This is not because women are inherently smarter or have a particular gender-based skill, but rather because the violence of the human species has been played out on their bodies for centuries. Now, after improved access for girls and women to education and continued feminist advocacy, large numbers of women are moving beyond their fear to discover their political voice and to become defenders of human rights. Women have discovered their power — maybe not bank account power — but the power to demand change.
As academics and philosophers, even arm-chair philosophers, we tend to think of human rights as an abstract concept, but practitioners know human rights are played on the body, and in relation to where the body is located and the social, political, cultural, and physical environment of that space. The changes that are advocated for are tied to specific geographic locations. Each location has its own unique environment, problems, and possible paths for solutions.
While human rights in Canada may flow from federal and provincial legislation, several human rights solutions that support the dignity of the body and the person are implemented at the local level. As such, it is no accident that responsible local governments have become quite active in the area of human rights.
The First World Summit of Local Governments for the Right to the City took place just last month in Saint-Denis, outside Paris. Attendance was wide and varied including representatives from cities around the world. Members of civil society and academics also participated. One of the Human Rights Research and Education Centre’s PhD candidates, Benoît Frate, who works in this area presented on the topic of multi-jurisdictional aspects of the right to housing in Canada.
While the title “World Summit” may sound exotic, it was meant to signal an awareness of the arrival of the connection between human rights and local governments as a global phenomenon. This summit was preceded by regional meetings of European local governments. The first one took place in 1998, and continued every two years until 2010. The 1998 meeting resulted in the creation of the European Charter for the Safeguarding of Human Rights in the City in 2000.
As explained by Frate, “the 2011 adoption of the Global Charter-Agenda for Human Rights in the City officially marked the internationalization of the movement of local governments acknowledging that human rights are also a local affair. The Global Charter-Agenda was drafted under the auspices of United Cities and Local Governments, the largest association of local governments in the world.”

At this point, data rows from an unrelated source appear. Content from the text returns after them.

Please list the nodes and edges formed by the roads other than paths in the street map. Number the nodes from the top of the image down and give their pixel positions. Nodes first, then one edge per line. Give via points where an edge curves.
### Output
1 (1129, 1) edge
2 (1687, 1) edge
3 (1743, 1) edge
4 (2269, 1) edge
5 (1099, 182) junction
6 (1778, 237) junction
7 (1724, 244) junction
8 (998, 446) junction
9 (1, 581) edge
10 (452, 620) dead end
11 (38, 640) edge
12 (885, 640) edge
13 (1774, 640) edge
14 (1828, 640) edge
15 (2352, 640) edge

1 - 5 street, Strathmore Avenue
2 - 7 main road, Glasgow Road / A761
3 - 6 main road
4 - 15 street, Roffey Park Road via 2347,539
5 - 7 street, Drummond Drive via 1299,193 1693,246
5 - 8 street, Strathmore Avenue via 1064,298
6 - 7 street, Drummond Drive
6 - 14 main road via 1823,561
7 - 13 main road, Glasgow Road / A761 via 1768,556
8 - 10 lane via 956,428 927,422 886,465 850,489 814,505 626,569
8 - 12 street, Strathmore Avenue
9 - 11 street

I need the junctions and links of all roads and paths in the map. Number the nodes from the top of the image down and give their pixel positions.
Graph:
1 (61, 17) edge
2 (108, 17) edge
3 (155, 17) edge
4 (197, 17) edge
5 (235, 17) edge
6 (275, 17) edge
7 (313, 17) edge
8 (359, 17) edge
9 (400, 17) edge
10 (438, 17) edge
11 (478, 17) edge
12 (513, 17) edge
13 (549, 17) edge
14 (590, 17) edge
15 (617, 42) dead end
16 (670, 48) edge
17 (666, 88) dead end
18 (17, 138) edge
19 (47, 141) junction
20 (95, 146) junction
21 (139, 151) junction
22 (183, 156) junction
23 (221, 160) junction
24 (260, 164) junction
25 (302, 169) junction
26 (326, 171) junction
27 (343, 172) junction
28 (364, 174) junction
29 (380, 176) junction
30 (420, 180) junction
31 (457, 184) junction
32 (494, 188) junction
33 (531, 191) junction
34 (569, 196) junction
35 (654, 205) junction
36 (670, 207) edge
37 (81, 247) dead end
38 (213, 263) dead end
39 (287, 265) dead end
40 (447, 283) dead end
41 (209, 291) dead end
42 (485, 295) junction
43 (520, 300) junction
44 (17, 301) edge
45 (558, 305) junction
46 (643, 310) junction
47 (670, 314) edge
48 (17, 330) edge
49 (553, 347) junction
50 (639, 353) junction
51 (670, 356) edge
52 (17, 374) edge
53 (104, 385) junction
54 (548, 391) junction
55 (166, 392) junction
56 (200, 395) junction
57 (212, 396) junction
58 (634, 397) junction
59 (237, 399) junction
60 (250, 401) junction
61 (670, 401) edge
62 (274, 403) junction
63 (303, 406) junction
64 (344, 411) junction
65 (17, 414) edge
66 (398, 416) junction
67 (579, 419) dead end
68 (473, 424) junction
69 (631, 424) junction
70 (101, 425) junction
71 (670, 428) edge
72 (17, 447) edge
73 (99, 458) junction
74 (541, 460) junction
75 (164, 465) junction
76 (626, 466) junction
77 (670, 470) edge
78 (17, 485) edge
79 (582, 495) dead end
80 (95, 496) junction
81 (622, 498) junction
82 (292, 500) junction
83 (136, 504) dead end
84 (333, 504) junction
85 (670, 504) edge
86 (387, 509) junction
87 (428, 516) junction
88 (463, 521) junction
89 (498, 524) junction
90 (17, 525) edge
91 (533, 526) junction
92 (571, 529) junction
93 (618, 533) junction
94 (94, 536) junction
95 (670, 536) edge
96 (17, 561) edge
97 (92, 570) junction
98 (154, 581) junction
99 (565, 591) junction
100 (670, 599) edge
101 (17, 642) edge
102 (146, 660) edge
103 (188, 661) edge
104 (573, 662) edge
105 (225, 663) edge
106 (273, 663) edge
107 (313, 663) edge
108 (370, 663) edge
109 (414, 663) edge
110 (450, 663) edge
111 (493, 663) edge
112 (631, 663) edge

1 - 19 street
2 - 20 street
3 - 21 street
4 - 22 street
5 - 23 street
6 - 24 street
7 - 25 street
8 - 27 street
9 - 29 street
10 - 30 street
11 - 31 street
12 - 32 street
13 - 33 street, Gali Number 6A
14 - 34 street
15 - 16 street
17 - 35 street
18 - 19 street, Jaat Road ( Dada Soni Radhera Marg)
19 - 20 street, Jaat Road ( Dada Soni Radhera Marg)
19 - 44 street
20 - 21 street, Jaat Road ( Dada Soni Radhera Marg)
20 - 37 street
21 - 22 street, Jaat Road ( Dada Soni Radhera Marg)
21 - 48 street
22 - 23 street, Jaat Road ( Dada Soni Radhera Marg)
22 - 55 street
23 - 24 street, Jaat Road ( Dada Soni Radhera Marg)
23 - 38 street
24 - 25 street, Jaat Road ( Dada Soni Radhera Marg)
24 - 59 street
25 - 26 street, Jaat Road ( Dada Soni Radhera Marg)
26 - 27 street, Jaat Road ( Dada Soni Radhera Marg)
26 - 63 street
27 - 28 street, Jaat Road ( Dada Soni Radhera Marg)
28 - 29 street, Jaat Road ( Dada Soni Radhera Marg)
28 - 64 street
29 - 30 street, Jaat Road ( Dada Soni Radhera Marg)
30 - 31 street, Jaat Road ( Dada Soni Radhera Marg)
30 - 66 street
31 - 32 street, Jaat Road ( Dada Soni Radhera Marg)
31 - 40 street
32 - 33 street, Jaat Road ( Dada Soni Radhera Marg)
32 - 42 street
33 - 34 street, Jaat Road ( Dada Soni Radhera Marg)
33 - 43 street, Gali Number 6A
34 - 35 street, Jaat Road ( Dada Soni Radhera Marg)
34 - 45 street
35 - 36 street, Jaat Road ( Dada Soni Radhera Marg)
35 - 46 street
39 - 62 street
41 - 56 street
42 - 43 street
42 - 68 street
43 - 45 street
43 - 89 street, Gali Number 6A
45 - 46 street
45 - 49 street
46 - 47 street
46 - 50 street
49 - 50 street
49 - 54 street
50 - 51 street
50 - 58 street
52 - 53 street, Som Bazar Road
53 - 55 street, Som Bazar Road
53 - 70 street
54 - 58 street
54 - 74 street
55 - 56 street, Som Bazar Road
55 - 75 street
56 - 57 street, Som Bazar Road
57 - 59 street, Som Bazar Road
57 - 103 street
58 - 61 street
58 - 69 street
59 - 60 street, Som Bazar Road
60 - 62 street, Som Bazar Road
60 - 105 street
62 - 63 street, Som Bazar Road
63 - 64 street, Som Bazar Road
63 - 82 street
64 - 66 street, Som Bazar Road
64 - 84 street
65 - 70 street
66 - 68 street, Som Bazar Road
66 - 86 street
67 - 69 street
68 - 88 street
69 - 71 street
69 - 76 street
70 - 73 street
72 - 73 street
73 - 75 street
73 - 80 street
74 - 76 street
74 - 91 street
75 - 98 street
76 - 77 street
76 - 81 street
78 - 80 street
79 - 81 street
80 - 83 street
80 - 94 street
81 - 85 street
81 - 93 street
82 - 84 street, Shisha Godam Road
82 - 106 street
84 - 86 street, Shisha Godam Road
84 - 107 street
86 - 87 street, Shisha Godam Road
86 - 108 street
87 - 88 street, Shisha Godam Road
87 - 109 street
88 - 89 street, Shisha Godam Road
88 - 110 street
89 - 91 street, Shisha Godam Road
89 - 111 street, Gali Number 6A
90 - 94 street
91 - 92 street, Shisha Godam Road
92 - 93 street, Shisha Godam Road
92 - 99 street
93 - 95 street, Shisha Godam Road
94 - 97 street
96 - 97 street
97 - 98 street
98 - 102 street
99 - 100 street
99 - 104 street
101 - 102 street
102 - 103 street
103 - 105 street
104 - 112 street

He notes that “Montreal is an active member of this movement of cities and that its Charter of Rights and Responsibilities was praised by many actors at the St-Denis Summit. Nevertheless, while local government action is necessary in respect to many human rights issues, it remains important to think in a multi-level perspective in order to fulfill human rights obligations on the ground.”
Looking at human rights locally and from the bottom-up can offer fresh insights into current problems. It makes plain why realizing human rights for native people on and off reserve is a complex process that requires healthy local governance, and supportive co-operation from federal and provincial governments. As in the case of women in India, it highlights the need for the safety and security of the body in real and tangible ways that are aligned with how people live on a daily basis.
As we look forward to the year ahead, it will be interesting to see mothers, sisters, daughters, aunts, and nieces coming forward to speak their truths, advance their perspectives, and make their claims for human rights. New role models are being created around the world. What kinds of positive social change will take place in our communities in 10 years, in 20 years? The genie is out of the bottle. This is a trend to watch.